Elasticsearch 1.X
这个文档大约2014年在写的,只是修改了下版本号,这个文档写的非常简单,后面有空再发。 elasticsearch和solr都非常适合拿来做分布式全文索引,可以轻松的处理海量数据。 最近一年也没咋发文章,攒了很多都被弄丢掉了...
elasticsearch是一个基于Lucene的搜索服务器。它提供了一个分布式多用户能力的全文搜索引擎,基于RESTful web接口。使用elasticsearch可以快速的构建一个全文检索集群帮助你实时搜索。
一、下载安装
wget https://download.elasticsearch.org/elasticsearch/elasticsearch/elasticsearch-1.7.3.zip unzip elasticsearch-1.7.3.zip cp elasticsearch-1.7.3 elasticsearch-1.7.3-2
单机配置:
启动:
./bin/elasticsearch(windows下双击elasticsearch.bat)后台方式启动:
./bin/elasticsearch -d启动成功后会监听:9200(web api端)、9300(socket api)、54328(zen discovery udp广播)
二:中文分词
在默认情况下elasticsearch是不支持中文分词的,所以需要自行安装分词器以便于检索中文字符。这里采用elasticsearch-analysis-ik+mmseg用于中文分词索引。
1、下载并安装maven
wget http://apache.communilink.net/maven/maven-3/3.2.5/binaries/apache-maven-3.2.5-bin.zip配置环境变量:
vim ~/.bash_profile末尾添加:
export M2_HOME=/data/apache-maven-3.2.5 PATH=$PATH:$JAVA_HOME/bin:$M2_HOME/bin
2、下载ik和mmseg插件
解压elasticsearch-analysis-ik-master.zip
编辑elasticsearch-analysis-ik-master/pom.xml中的elasticsearch版本号为1.42(安装的es版本)

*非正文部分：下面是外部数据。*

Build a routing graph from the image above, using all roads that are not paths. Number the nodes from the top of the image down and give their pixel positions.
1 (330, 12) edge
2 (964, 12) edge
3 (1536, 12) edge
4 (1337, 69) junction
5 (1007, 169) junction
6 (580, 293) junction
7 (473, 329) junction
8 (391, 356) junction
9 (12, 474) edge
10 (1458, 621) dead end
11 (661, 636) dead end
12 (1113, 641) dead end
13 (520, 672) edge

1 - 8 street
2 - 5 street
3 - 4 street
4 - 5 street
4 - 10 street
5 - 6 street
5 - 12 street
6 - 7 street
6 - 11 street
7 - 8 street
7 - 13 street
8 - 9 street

3、安装elasticsearch-analysis-ik
构建elasticsearch-analysis-ik jar
cd elasticsearch-analysis-ik-master mvn clean package
构建完成后复制target目录下生成的elasticsearch-analysis-ik-1.2.9.jar到elasticsearch安装目录的lib文件夹。复制elasticsearch-analysis-ik-master/config/ik文件夹到elasticsearch安装目录的config文件夹。
配置elasticsearch-1.4.2/config/elasticsearch.yml
添加以下配置:
index: analysis: analyzer: ik: alias: [ik_analyzer] type: org.elasticsearch.index.analysis.IkAnalyzerProvider ik_max_word: type: ik use_smart: false ik_smart: type: ik use_smart: true或者:
index.analysis.analyzer.ik.type : "ik"4、安装HttpClient
wget http://apache.01link.hk//httpcomponents/httpclient/binary/httpcomponents-client-4.3.6-bin.zip
解压后复制httpcomponents-client-4.3.6 /lib下的fluent-hc-4.3.6.jar、httpclient-4.3.6.jar、httpclient-cache-4.3.6.jar、httpcore-4.3.3.jar、httpmime-4.3.6.jar到elasticsearch安装目录的lib文件夹。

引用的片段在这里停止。